Once you have researched relevant keywords and created the relevant copy, the next step in the process is getting your site indexed. However, your website has to be crawled before it gets indexed. You may be wondering what is the difference between crawling and indexing.
Well, crawling is the process through which search engine bots discover new content on your website, while indexing is the process of understanding your website’s content and placing it in a certain order depending on criteria such as keywords used, content relevance and more. If your content cannot be found online, as in it is not indexed, you may have a crawling issue. So, how do you identify any crawling issues you have?
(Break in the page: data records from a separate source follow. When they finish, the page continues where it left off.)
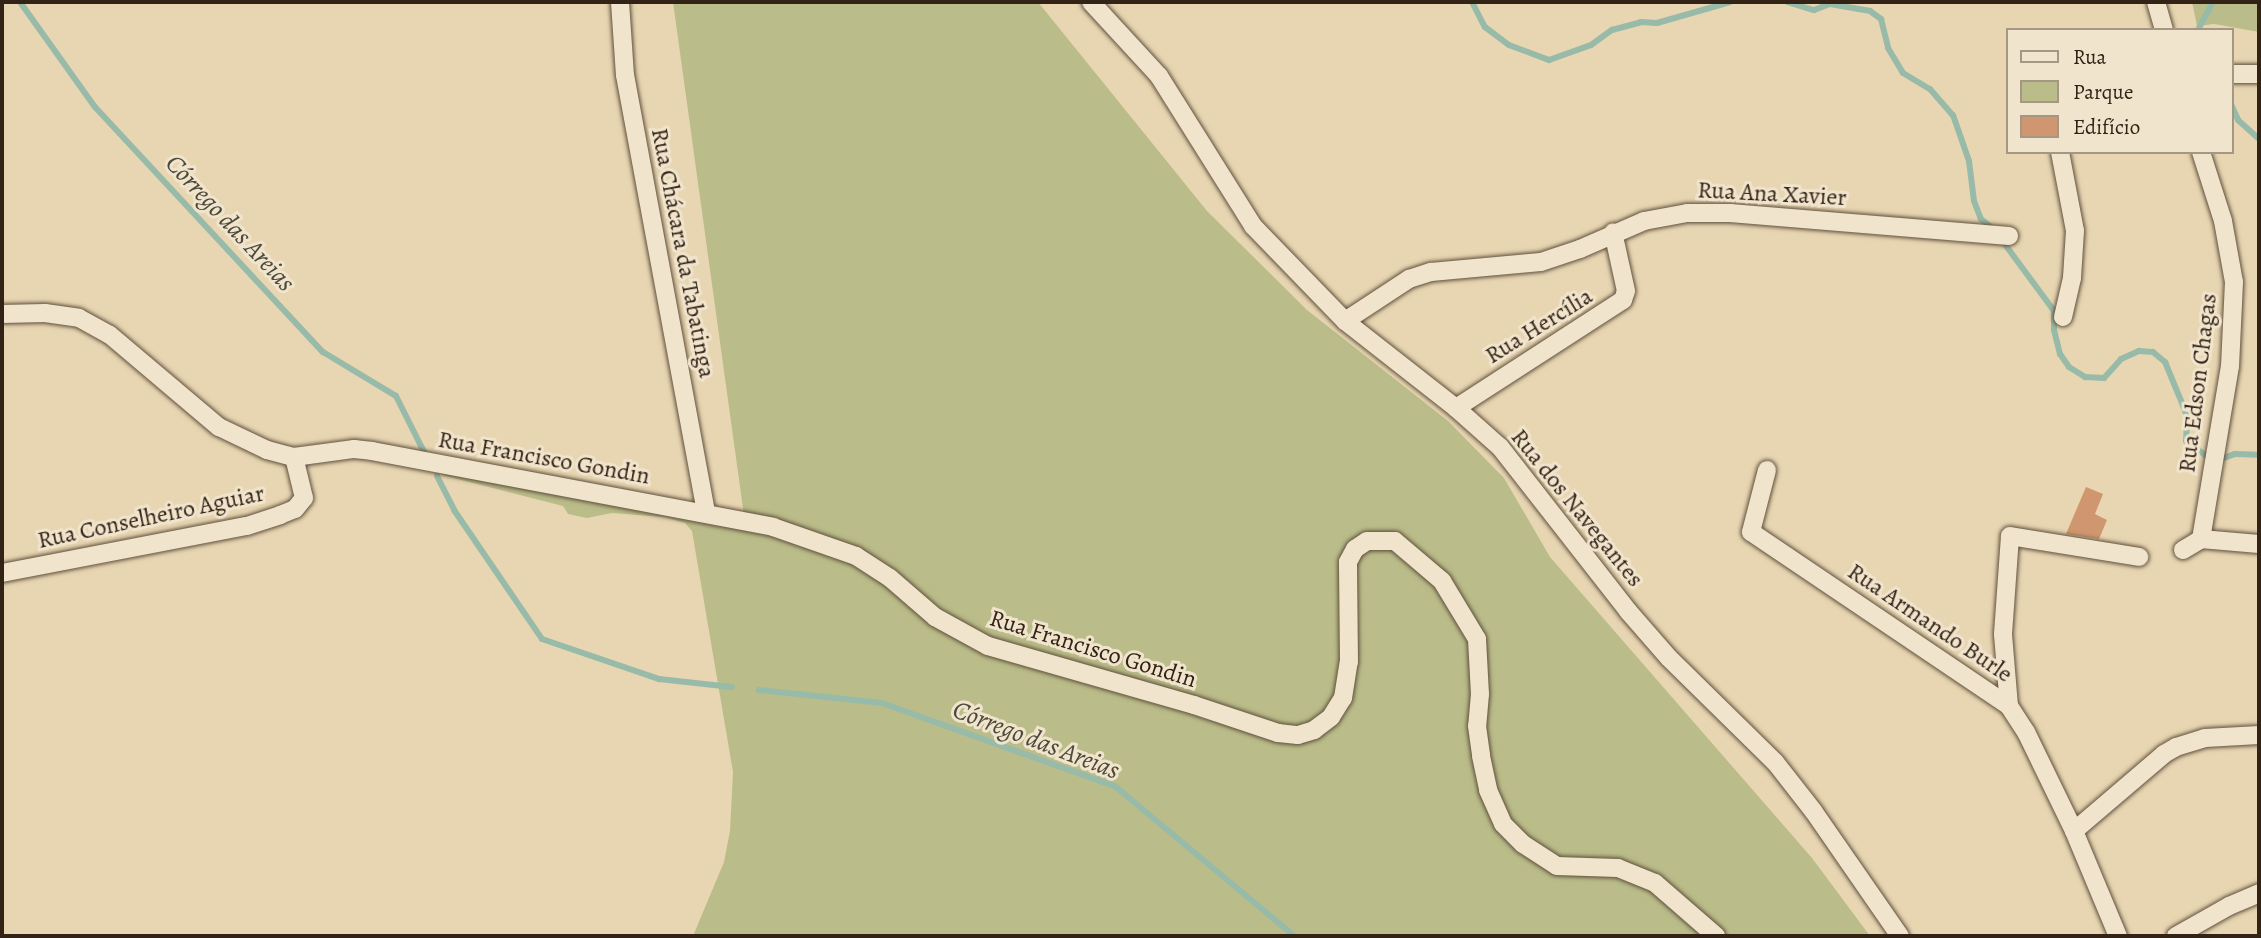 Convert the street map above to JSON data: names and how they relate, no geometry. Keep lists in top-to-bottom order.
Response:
{
  "streets": {
    "street": [
      "Rua Ana Xavier",
      "Rua Chácara da Tabatinga",
      "Rua Hercília",
      "Rua Edson Chagas",
      "Rua Francisco Gondin",
      "Rua dos Navegantes",
      "Rua Conselheiro Aguiar",
      "Rua Armando Burle"
    ]
  },
  "crossings": [
    ["Rua Ana Xavier", "Rua Hercília"],
    ["Rua Ana Xavier", "Rua dos Navegantes"],
    ["Rua Chácara da Tabatinga", "Rua Francisco Gondin"],
    ["Rua Hercília", "Rua dos Navegantes"],
    ["Rua Francisco Gondin", "Rua Conselheiro Aguiar"]
  ],
  "water": ["Córrego das Areias"],
  "legend": ["Rua", "Parque", "Edifício"]
}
Full Website Is Not Indexed
If you cannot find any of your pages online, use the expression site:domain.com to find out if they are really not indexed. If that is the case, that may mean that there was a problem crawling your whole website. A common way to find out why is by looking at your robots.txt file. This file contains instructions on what bots can and cannot do on your website. If you find “Disallow: /” on your robots.txt file, that means you have blocked bots from accessing your whole website and it will neither be crawled nor indexed.
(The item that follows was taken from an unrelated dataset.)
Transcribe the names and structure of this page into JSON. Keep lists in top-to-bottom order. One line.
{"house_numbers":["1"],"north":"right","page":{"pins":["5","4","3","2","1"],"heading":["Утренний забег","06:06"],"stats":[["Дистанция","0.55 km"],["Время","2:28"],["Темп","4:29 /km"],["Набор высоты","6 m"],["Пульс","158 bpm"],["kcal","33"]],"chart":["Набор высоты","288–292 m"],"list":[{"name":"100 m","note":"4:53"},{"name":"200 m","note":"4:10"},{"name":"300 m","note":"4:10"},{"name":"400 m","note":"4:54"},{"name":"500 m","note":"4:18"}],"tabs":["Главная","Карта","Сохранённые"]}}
Another issue that stems from your robots.txt file is having a noindex rule in there. This rule tells bots not to crawl and therefore not index the pages that fall under this rule. Sorting this out is as easy as editing your robots.txt file.
For WordPress users, firewall software can block bots from crawling a website. These rules are put in place to prevent malicious bots from crawling the site and scraping content. You should start by checking if your firewall is blocking Googlebot or any other crawling bot. You can then whitelist these bots so they are free to crawl the website and keep the settings that ensure malicious bots are not able to.
Internal Server Issues
If your website cannot be found by search engine bots, one common cause is an internal server issue. This usually presents itself with 5xx errors like 500, 502 and 503. If you have such internal server errors, that means even human visitors cannot access your website even if they have direct links and originate from somewhere other than a search engine.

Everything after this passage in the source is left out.